Sunday,  11/23/03  04:07 PM

The other day I asked:

  1. Can a cube be sectioned in such a way as to create a regular pentagon?
  2. It appears the regular hexagonal section has the greatest area of all possible sections.  Can you prove it?

I know you've been breathlessly waiting for the answers, so here you go.

First, no, a cube cannot be sectioned to create a regular pentagon.  The closest you can do is this:

This is a "full house" pentagon; three of the sides are the same length, and the other two sides are the same length as each other, but longer than the other three.

Note: it is not necessary that one of the pentagon's vertices be coincident with a vertex of the cube.

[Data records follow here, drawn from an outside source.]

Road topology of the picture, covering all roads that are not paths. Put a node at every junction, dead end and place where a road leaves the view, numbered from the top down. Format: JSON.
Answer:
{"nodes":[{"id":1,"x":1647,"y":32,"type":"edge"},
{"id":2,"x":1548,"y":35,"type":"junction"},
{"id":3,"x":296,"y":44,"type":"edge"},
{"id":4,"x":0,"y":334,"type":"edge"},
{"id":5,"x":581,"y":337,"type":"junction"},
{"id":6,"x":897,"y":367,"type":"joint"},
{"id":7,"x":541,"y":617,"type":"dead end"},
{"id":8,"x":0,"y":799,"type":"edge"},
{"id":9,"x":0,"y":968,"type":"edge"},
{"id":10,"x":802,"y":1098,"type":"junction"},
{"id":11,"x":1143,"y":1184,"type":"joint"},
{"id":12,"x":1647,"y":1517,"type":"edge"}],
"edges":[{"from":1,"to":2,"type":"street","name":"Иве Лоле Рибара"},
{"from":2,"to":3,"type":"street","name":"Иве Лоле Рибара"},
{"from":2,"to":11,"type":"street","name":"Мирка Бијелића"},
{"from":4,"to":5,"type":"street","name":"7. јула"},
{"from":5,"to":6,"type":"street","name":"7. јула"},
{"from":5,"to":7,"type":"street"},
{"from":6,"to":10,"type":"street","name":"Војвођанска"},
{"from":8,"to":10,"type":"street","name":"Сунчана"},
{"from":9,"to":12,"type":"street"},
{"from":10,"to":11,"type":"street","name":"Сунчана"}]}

Second, the regular hexagon is not the section with the greatest area.  I didn't mean for this to be a trick question, but I guess it was.  The section with the greatest area is this one:

The diagonal of each face is √2

Area: √2 = 1.41

Here's the regular hexagon again:

The diagonal of each face is √2
Each side of the hexagon is √2/2
Triangles are equilateral with area √3/8

Area: ¾√3 = 1.30

There are some other candidates as well.  In the two figures above, consider rotating the section about the dashed line as an axis.  That yields the following section (a diamond, not a square):

Each side is √5/2
One chord is √2, the other is √3

Area: ½√2√3 = 1.22

And continuing the rotation, this section, a square with the minimum area of any section which passes through the center of the cube:

Section same as cube face

Area: 1

Another interesting section is this one, the largest triangular section:

The diagonal of each face is √2
Triangles are equilateral with area √3/8

Area: ½√3 = 0.87

Finally, here's today's bonus question:

  • What is the area of the "full house" pentagonal section?